The great Ethereum switcharound is officially on, and is most likely happening on September 15.
That’s the day that the Ethereum blockchain moves from a proof-of-work system for verifying transactions to a proof-of-stake system, and with millions of dollars being transacted daily, it’s a switchover that has to go smoothly.
The Ethereum Foundation have been keeping coin-holders informed of progress via their YouTube and have been carrying out a number of small ‘test runs’ to ensure that everything passes seamlessly without a hitch. Now they’ve submitted this tentative ‘pull request’ that shows the moment that the switch will happen.
The magic number is 58750000000000000000000. That relatively round number has been chosen as the Terminal Total Difficulty (TTD) for the network and marks the precise moment where the mining of a particular block on the old network ends and work on the new one begins.
It’s expected that the network will reach that TTD on or around September 15. At that moment the network will switch to its new method of verification and all blocks will remain valid and checked and all currency will continue to exist.
At least that’s the plan, if the brains at The Ethereum Foundation get their sums right.
Why make the switch and run the risk?
So why potentially jeopardise the existence of the world’s second biggest cryptocurrency (after Bitcoin) and 232 billion dollars worth of coin-holder’s cash?
It’s all to clean up Ethereum’s bad eco standing – essential if the currency is to gain favour with the increasing number who value such things – and to speed up transactions – essential as the number of transactions increases and the projected market grows.
Proof-of-stake is a far less computationally intensive method of verification, requiring holders of the currency to stake some of their assets in order to win the right to carry out a verification check on the blockchain.

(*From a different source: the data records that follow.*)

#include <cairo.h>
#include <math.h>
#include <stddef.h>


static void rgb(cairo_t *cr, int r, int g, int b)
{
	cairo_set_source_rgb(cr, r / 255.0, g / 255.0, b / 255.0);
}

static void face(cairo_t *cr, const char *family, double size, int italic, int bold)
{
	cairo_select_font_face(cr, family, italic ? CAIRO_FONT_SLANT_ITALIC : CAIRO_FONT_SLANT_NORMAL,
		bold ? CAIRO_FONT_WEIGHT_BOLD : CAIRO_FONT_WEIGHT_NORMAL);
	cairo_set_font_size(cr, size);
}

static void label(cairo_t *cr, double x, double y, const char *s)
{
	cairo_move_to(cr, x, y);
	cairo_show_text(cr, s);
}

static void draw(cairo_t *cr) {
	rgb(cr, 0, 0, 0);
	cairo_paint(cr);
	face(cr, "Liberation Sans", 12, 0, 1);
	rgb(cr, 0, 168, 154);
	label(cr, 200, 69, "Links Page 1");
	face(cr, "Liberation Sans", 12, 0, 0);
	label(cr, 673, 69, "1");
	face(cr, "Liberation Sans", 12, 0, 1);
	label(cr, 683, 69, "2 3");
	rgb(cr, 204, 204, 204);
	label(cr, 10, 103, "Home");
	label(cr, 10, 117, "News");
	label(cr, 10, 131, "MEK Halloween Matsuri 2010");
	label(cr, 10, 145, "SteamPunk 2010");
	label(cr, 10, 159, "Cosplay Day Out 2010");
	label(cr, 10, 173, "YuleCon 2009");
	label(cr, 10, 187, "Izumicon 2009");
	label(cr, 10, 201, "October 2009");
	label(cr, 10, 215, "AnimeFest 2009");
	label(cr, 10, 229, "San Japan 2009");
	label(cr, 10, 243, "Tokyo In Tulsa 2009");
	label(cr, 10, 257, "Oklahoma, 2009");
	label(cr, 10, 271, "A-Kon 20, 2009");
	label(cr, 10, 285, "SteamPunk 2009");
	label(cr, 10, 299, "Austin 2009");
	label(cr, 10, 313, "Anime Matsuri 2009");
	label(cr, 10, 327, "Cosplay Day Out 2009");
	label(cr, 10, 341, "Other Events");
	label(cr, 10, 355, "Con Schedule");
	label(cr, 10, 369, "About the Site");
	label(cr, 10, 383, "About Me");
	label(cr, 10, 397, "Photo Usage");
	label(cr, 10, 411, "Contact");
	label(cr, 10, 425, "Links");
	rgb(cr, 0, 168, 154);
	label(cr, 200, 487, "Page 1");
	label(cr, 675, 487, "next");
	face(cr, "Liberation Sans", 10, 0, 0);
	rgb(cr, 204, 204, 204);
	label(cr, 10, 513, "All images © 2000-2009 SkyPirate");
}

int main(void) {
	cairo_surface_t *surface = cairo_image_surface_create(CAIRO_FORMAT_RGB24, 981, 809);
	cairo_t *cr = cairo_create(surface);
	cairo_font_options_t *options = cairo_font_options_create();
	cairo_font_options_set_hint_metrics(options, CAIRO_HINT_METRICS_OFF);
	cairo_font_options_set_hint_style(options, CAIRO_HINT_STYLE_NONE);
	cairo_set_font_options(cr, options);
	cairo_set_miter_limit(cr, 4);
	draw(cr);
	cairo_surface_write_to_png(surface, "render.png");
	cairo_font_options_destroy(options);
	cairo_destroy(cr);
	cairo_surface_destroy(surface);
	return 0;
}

Thus one computer carries out the transaction with others checking it. This is opposed to the proof-of-work method currently used (and used by all ‘older’ more established crypto such as Bitcoin) where tens of thousands of computers fruitlessly complete to compute the transaction with one winner and thousands of losers having wasted their time and energy. Literally.

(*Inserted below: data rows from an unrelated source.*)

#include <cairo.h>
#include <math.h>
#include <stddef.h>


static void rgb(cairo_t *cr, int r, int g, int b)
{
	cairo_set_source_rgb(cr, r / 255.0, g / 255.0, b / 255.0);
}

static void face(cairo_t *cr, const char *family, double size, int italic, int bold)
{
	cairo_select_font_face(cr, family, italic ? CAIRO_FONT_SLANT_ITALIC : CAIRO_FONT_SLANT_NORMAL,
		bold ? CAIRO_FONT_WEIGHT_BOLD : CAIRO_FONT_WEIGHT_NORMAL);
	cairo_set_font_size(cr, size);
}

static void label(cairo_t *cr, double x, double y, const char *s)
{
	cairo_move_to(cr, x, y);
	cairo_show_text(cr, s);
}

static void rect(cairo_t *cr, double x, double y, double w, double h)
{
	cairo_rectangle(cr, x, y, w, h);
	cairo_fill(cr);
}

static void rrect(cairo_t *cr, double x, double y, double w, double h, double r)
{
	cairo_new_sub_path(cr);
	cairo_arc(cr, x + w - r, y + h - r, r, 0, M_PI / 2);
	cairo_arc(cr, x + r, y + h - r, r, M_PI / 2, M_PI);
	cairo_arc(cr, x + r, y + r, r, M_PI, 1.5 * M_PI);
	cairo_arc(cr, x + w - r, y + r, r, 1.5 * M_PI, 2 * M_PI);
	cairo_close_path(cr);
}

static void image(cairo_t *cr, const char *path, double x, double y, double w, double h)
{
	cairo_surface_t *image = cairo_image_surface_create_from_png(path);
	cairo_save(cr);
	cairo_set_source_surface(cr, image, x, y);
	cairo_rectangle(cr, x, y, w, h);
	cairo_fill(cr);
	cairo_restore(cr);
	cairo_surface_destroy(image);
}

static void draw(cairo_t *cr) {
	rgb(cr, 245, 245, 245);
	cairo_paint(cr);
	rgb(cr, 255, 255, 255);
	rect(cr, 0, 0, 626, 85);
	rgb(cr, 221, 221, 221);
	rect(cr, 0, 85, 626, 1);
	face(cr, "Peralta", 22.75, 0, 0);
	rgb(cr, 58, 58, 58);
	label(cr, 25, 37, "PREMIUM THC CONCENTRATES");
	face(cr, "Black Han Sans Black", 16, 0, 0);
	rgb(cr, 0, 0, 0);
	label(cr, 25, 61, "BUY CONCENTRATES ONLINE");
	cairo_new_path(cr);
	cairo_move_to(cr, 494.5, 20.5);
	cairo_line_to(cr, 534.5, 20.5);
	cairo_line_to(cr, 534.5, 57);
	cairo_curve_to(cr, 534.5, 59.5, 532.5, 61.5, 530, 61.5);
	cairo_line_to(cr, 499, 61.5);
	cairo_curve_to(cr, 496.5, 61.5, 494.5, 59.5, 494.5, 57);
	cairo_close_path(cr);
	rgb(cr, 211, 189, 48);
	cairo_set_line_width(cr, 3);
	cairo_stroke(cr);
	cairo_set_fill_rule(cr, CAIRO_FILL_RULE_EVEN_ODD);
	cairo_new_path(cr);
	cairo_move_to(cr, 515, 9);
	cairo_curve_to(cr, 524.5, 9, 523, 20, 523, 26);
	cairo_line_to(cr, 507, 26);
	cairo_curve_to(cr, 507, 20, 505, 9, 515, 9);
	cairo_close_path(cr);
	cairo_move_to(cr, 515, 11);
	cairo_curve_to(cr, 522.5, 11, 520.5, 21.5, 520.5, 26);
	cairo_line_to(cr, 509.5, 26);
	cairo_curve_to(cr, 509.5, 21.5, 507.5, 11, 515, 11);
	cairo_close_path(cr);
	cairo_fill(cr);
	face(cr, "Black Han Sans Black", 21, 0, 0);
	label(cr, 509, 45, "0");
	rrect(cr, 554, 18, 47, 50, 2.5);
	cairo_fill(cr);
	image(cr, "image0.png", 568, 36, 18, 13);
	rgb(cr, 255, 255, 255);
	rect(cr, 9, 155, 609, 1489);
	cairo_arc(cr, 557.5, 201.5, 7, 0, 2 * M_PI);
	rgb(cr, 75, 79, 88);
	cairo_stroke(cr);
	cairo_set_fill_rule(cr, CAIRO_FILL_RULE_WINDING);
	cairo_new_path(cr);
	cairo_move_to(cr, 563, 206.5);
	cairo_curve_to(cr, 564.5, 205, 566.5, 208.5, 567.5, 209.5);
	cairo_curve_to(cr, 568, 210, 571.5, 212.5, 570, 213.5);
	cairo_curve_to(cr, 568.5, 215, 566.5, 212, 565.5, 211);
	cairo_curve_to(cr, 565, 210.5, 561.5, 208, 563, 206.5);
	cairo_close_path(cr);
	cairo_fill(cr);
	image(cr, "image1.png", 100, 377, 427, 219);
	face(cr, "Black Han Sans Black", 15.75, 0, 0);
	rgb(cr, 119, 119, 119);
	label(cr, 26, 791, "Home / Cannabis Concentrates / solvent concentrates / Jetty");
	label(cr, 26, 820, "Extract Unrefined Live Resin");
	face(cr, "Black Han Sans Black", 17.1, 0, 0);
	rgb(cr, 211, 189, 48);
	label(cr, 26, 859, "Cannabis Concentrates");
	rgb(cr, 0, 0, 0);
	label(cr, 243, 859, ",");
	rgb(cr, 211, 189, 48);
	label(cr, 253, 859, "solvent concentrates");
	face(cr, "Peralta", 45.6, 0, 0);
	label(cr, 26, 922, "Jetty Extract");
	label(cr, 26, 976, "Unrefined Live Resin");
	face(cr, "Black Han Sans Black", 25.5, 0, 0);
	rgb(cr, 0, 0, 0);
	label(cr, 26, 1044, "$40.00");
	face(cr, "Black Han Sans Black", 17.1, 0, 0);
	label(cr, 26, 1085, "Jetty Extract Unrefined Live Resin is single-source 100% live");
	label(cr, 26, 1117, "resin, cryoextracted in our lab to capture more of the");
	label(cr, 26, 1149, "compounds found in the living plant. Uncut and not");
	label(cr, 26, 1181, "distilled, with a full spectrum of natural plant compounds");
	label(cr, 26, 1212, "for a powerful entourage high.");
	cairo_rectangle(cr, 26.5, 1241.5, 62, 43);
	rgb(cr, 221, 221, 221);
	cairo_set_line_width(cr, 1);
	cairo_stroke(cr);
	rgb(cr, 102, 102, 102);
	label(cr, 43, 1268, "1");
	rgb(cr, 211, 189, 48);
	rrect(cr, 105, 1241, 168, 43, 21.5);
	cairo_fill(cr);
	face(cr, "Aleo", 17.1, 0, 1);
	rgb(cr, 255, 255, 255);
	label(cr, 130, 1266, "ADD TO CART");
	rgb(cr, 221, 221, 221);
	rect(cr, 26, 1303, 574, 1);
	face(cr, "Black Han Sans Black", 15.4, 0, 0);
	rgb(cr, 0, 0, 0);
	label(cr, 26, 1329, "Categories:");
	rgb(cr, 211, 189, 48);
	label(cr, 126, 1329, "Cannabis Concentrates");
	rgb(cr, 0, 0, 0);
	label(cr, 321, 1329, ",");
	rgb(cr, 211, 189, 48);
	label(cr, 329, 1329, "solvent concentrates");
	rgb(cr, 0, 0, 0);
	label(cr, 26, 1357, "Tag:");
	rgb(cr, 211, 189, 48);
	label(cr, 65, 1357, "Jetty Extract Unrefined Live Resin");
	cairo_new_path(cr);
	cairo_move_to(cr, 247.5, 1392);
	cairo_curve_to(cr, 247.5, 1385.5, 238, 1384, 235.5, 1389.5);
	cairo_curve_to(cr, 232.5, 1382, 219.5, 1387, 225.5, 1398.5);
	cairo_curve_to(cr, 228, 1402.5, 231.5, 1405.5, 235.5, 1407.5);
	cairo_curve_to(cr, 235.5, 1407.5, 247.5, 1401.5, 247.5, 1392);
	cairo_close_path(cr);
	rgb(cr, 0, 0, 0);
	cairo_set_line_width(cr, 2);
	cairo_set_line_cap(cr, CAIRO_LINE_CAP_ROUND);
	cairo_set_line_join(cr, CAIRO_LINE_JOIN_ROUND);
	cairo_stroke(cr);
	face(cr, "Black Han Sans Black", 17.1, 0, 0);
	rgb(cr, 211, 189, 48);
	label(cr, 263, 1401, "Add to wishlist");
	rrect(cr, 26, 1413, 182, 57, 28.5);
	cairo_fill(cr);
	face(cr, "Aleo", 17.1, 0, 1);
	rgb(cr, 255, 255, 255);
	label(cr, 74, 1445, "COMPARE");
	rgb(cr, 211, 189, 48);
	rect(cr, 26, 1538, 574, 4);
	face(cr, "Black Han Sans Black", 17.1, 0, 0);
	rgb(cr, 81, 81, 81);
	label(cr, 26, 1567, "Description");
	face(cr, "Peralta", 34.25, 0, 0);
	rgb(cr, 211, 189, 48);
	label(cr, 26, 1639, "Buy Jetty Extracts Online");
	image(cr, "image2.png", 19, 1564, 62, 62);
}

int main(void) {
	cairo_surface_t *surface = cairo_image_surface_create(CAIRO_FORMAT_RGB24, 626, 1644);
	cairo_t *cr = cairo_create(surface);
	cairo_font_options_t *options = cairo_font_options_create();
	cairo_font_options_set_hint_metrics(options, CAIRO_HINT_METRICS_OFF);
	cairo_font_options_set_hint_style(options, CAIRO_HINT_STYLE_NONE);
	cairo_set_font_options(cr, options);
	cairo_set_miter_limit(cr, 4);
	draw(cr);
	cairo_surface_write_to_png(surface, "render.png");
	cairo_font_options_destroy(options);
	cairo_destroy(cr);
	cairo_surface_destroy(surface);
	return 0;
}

Get a guide to proof-of-work and proof-of-stake here.
Pressure has been increasing on Ethereum to make the jump, with more ‘eco’ crypto built on proof-of-stake – such as Solana, Cardano and Stellar – becoming more popular with greener, forward-thinking businesses keen to get into crypto without causing customer upset.
Needless to say, the switchover is a highly complex process and the jump has been years in the making. Now, after promising to make the change and carrying out multiple tests it’s finally going to happen.
How is ‘the merge’ going to happen?
The latest, and largest, of these tests – or ‘shadow forks’ – just occurred and has been deemed a success. The Ethereum Foundation has been running a proof-of-stake workflow on a sidechain called Beacon, running alongside the existing chain since December 2020. On Wednesday 10 August another of Ethereum’s test networks named Goerli executed the process identical to what the main network (aka Mainnet) will carry out in September.
It’s become known as ‘The Merge’ – where old data seamlessly ‘merges’ with the new data and nothing is screwed up or lost.
The first check was to see that the blocks after the switch weren’t empty and had transactions in them – tick – with the final test being ‘finalisation’, checking that two-thirds of validators agree to the same view of the chain history. After 15 minutes this too was deemed a success, resulting in that pull request that – at the time of writing – will happen for real on or around September 15.
What happens after ‘The Merge’?
The outcome? Hopefully there’ll be no perceptible change at all except for potentially noticing faster transactions as the system moves from around 14 per second to several thousand and – it’s to be hoped – cheaper gas fees as a result. Plus – imperceptibly – there’s the fact that the system now has lots more bandwidth for greater adoption in the future, and the knowledge that your Ethereum-based holding is now using around 1% of the energy that it was prior to that moment.
So, nothing to worry about?
There are of course a few worries, naysayers and advocates of ‘getting out of Ethereum before the merge’ and there’s much speculation as to potential spikes and troughs around the date as heavily invested miners (owning hugely-expensive crypto mining rigs for proof-of-work computation) dump their holdings and head elsewhere.
Plus, of course, if the experts get their maths wrong, resetting the blockchain to restore everyone’s positions will be literally impossible resulting in a not-exactly-ideal year zero for Ethereum…
But it’s a situation similar to the ‘will it, won’t it’ mild tension the world endured during the start of the millennium, with global worries as to the potential existence of ‘the millennium bug’. It was believed that thanks to early computer programs only using two digits to represent the year and subsequent banking and business programs being built on top of these, that, come midnight 1999, something somewhere would be reset to zero…
In the end the new millennium passed without consequence and any worries were misplaced. The Ethereum Foundation and millions of ETH holders will be hoping that September 15 passes similarly without consequence.